• Exercise:
The response should contain all of the data below, reproduced exactly, and no pictures.

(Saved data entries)
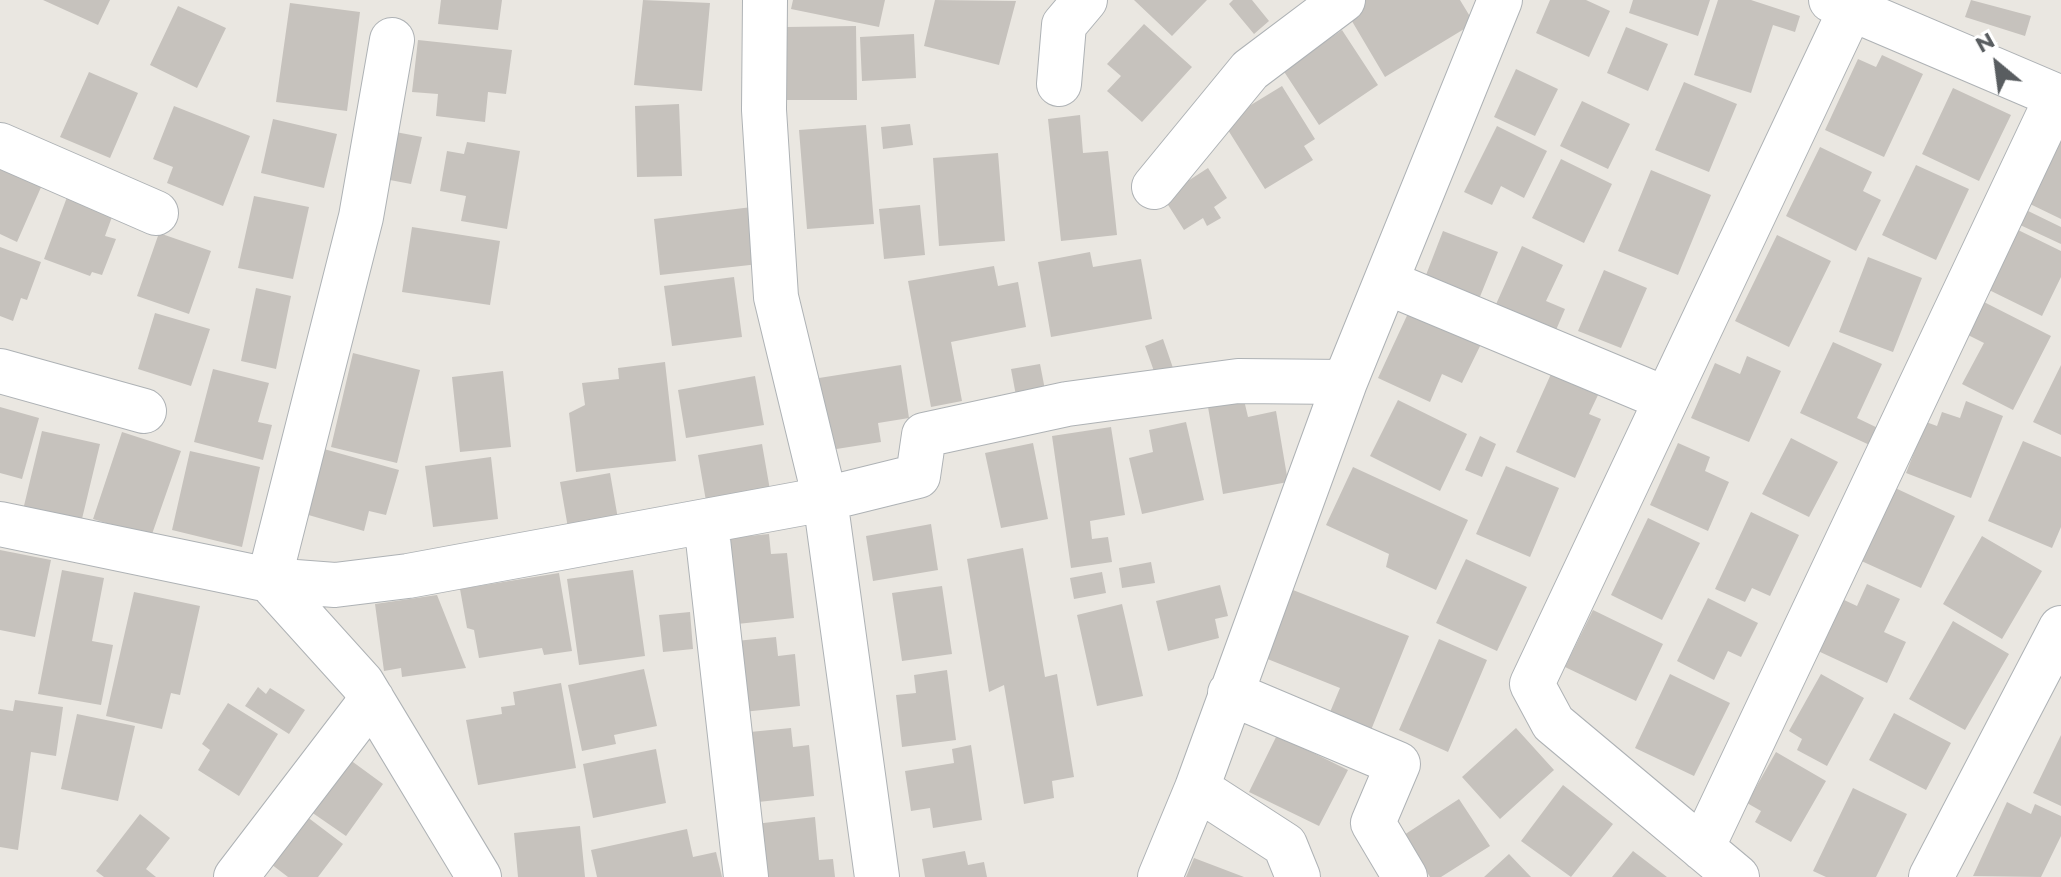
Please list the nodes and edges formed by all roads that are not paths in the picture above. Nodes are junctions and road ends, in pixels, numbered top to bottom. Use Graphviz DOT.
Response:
graph roads {
  1 [pos="765,0"];
  2 [pos="1085,0"];
  3 [pos="1343,0"];
  4 [pos="1500,0"];
  5 [pos="1845,3"];
  6 [pos="392,40"];
  7 [pos="1059,84"];
  8 [pos="2059,98"];
  9 [pos="0,145"];
  10 [pos="1154,187"];
  11 [pos="156,213"];
  12 [pos="1386,282"];
  13 [pos="0,371"];
  14 [pos="1345,382"];
  15 [pos="1666,399"];
  16 [pos="144,411"];
  17 [pos="825,499"];
  18 [pos="706,522"];
  19 [pos="0,524"];
  20 [pos="269,580"];
  21 [pos="2061,628"];
  22 [pos="1230,693"];
  23 [pos="372,699"];
  24 [pos="1197,788"];
  25 [pos="1702,848"];
  26 [pos="1934,875"];
  27 [pos="236,877"];
  28 [pos="479,877"];
  29 [pos="746,877"];
  30 [pos="877,877"];
  31 [pos="1160,877"];
  32 [pos="1298,877"];
  33 [pos="1405,877"];
  34 [pos="1737,877"];
  1 -- 17 [label="street"];
  2 -- 7 [label="street"];
  3 -- 10 [label="street"];
  4 -- 12 [label="street"];
  5 -- 8 [label="street"];
  5 -- 15 [label="street"];
  6 -- 20 [label="street"];
  8 -- 25 [label="street"];
  9 -- 11 [label="street"];
  12 -- 14 [label="street"];
  12 -- 15 [label="street"];
  13 -- 16 [label="street"];
  14 -- 17 [label="street"];
  14 -- 22 [label="street"];
  15 -- 25 [label="street"];
  17 -- 18 [label="street"];
  17 -- 30 [label="street"];
  18 -- 20 [label="street"];
  18 -- 29 [label="street"];
  19 -- 20 [label="street"];
  20 -- 23 [label="street"];
  21 -- 26 [label="street"];
  22 -- 24 [label="street"];
  22 -- 33 [label="street"];
  23 -- 27 [label="street"];
  23 -- 28 [label="street"];
  24 -- 31 [label="street"];
  24 -- 32 [label="street"];
  25 -- 34 [label="street"];
}
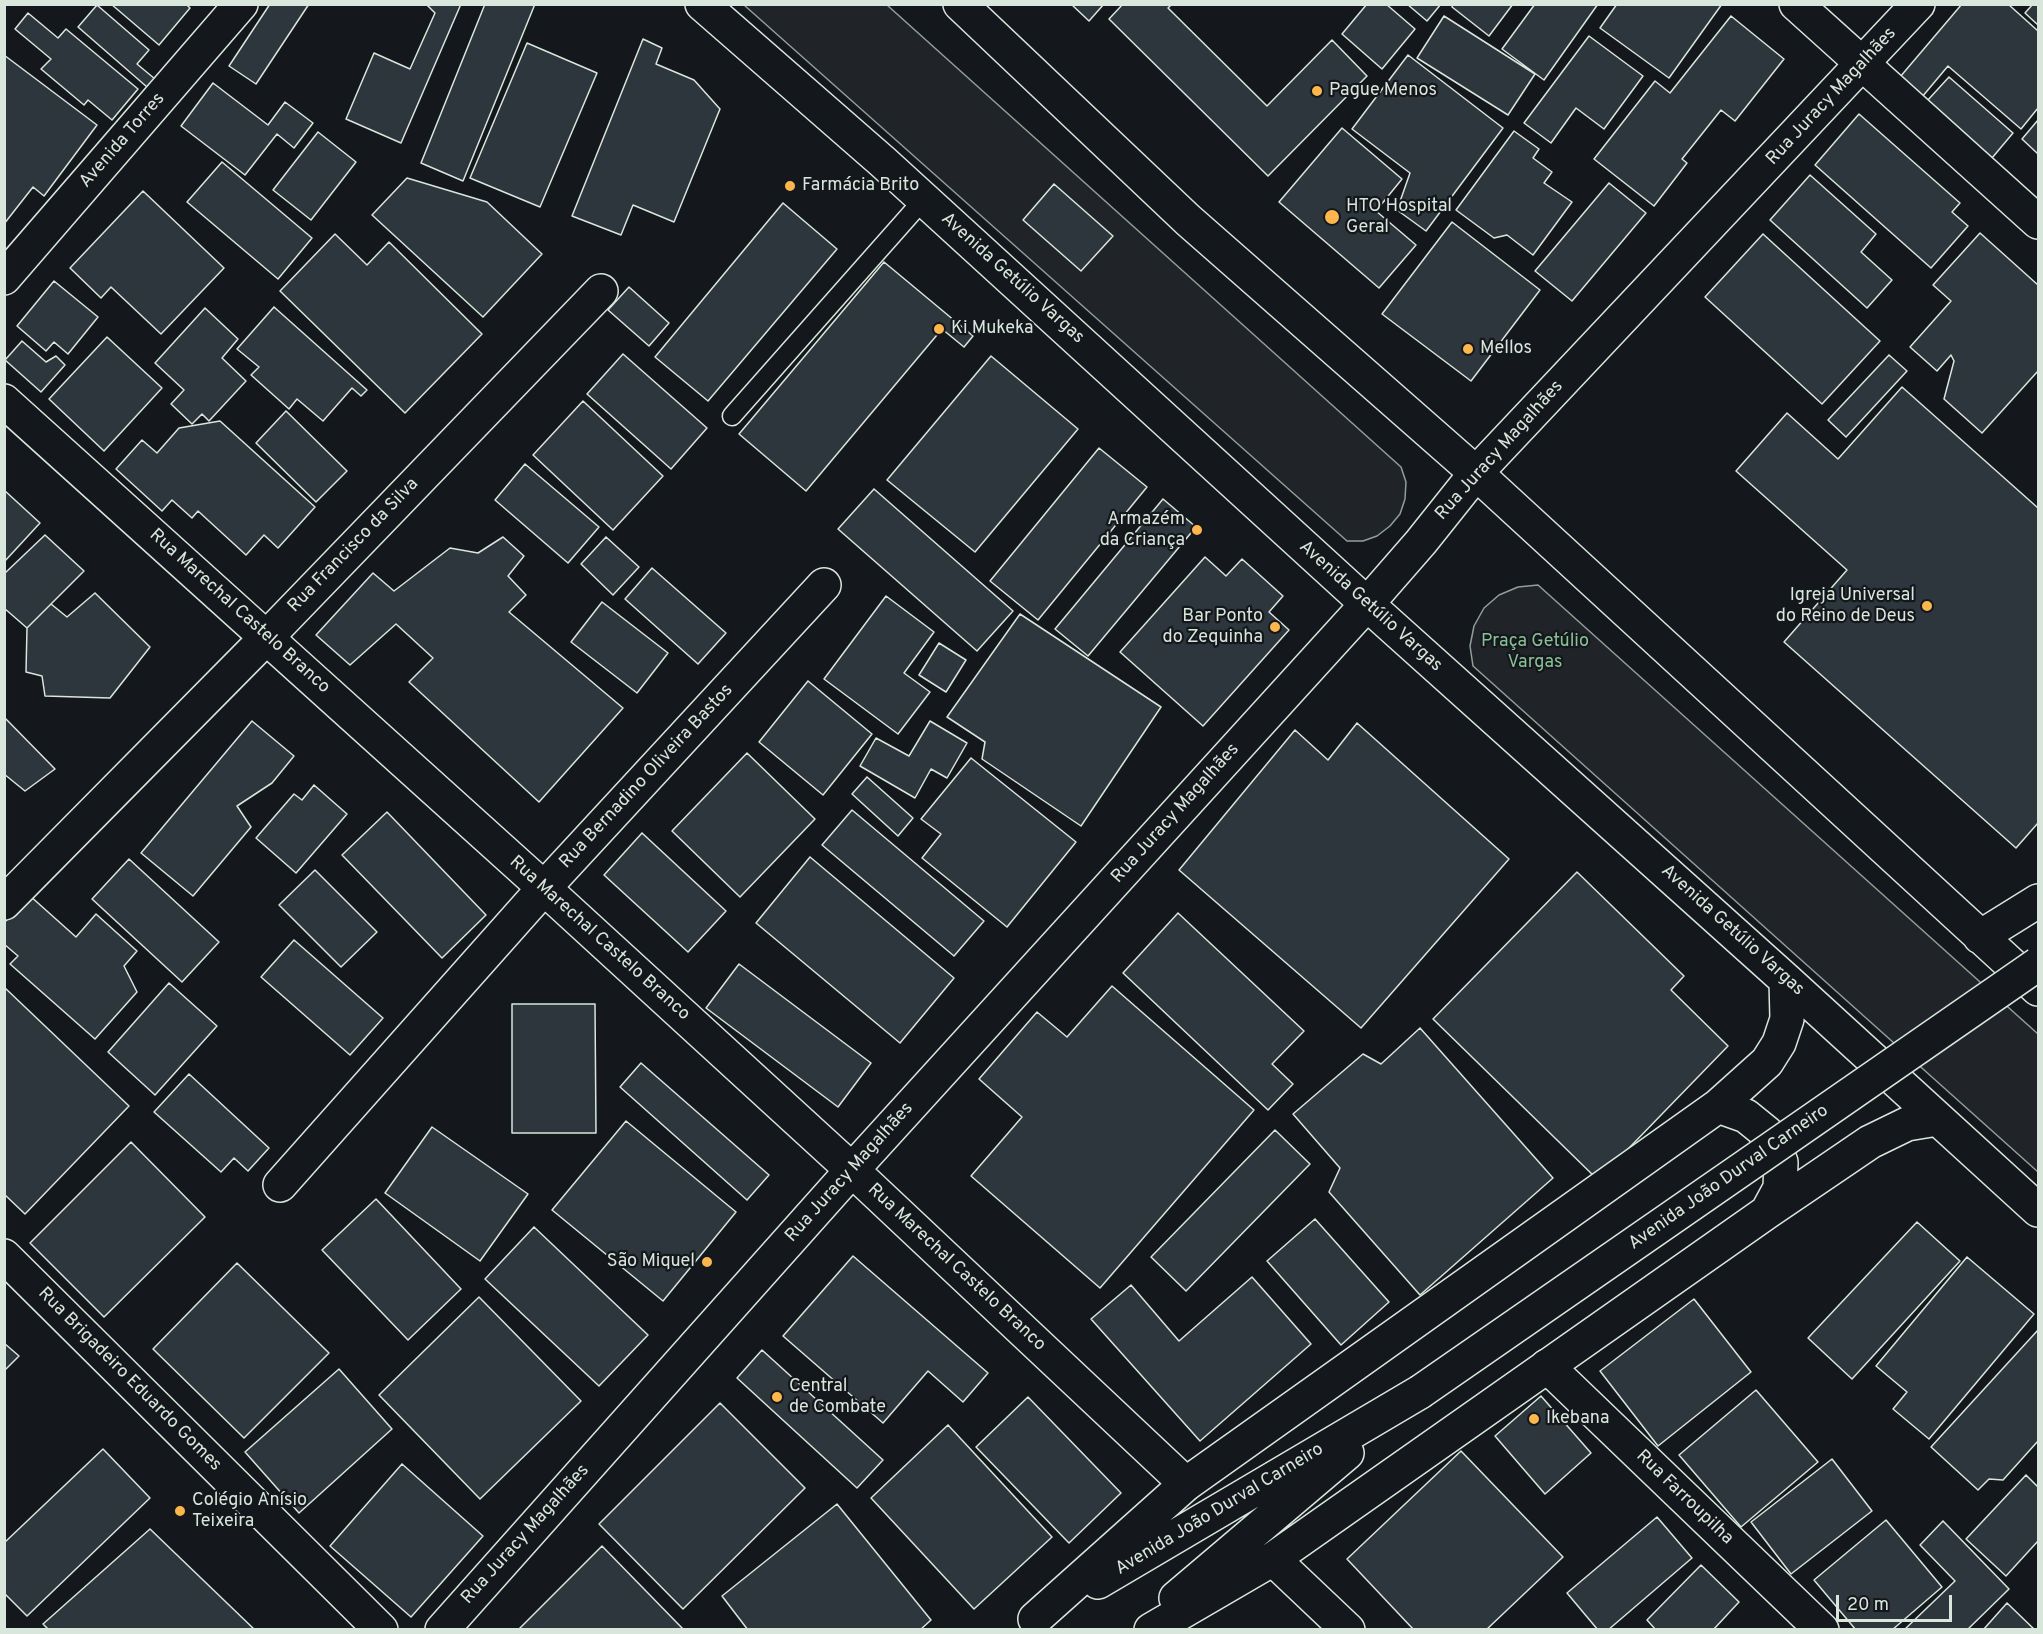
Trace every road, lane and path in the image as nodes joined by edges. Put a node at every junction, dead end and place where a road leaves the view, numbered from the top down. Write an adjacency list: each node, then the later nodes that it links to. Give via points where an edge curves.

• Written response:
Please list the nodes and edges formed by all roads that are not paths in the picture above. Nodes are junctions and road ends, in pixels, numbered top to bottom. Use Graphviz DOT.
Response:
graph roads {
  1 [pos="765,0"];
  2 [pos="1085,0"];
  3 [pos="1343,0"];
  4 [pos="1500,0"];
  5 [pos="1845,3"];
  6 [pos="392,40"];
  7 [pos="1059,84"];
  8 [pos="2059,98"];
  9 [pos="0,145"];
  10 [pos="1154,187"];
  11 [pos="156,213"];
  12 [pos="1386,282"];
  13 [pos="0,371"];
  14 [pos="1345,382"];
  15 [pos="1666,399"];
  16 [pos="144,411"];
  17 [pos="825,499"];
  18 [pos="706,522"];
  19 [pos="0,524"];
  20 [pos="269,580"];
  21 [pos="2061,628"];
  22 [pos="1230,693"];
  23 [pos="372,699"];
  24 [pos="1197,788"];
  25 [pos="1702,848"];
  26 [pos="1934,875"];
  27 [pos="236,877"];
  28 [pos="479,877"];
  29 [pos="746,877"];
  30 [pos="877,877"];
  31 [pos="1160,877"];
  32 [pos="1298,877"];
  33 [pos="1405,877"];
  34 [pos="1737,877"];
  1 -- 17 [label="street"];
  2 -- 7 [label="street"];
  3 -- 10 [label="street"];
  4 -- 12 [label="street"];
  5 -- 8 [label="street"];
  5 -- 15 [label="street"];
  6 -- 20 [label="street"];
  8 -- 25 [label="street"];
  9 -- 11 [label="street"];
  12 -- 14 [label="street"];
  12 -- 15 [label="street"];
  13 -- 16 [label="street"];
  14 -- 17 [label="street"];
  14 -- 22 [label="street"];
  15 -- 25 [label="street"];
  17 -- 18 [label="street"];
  17 -- 30 [label="street"];
  18 -- 20 [label="street"];
  18 -- 29 [label="street"];
  19 -- 20 [label="street"];
  20 -- 23 [label="street"];
  21 -- 26 [label="street"];
  22 -- 24 [label="street"];
  22 -- 33 [label="street"];
  23 -- 27 [label="street"];
  23 -- 28 [label="street"];
  24 -- 31 [label="street"];
  24 -- 32 [label="street"];
  25 -- 34 [label="street"];
}
Trace every road, lane and path in the image as nodes joined by edges. Put a node at every junction, dead end and place where a road leaves the view, numbered from the top down. Write an adjacency list: each node, then the later nodes that it links to. Give via points where an edge curves.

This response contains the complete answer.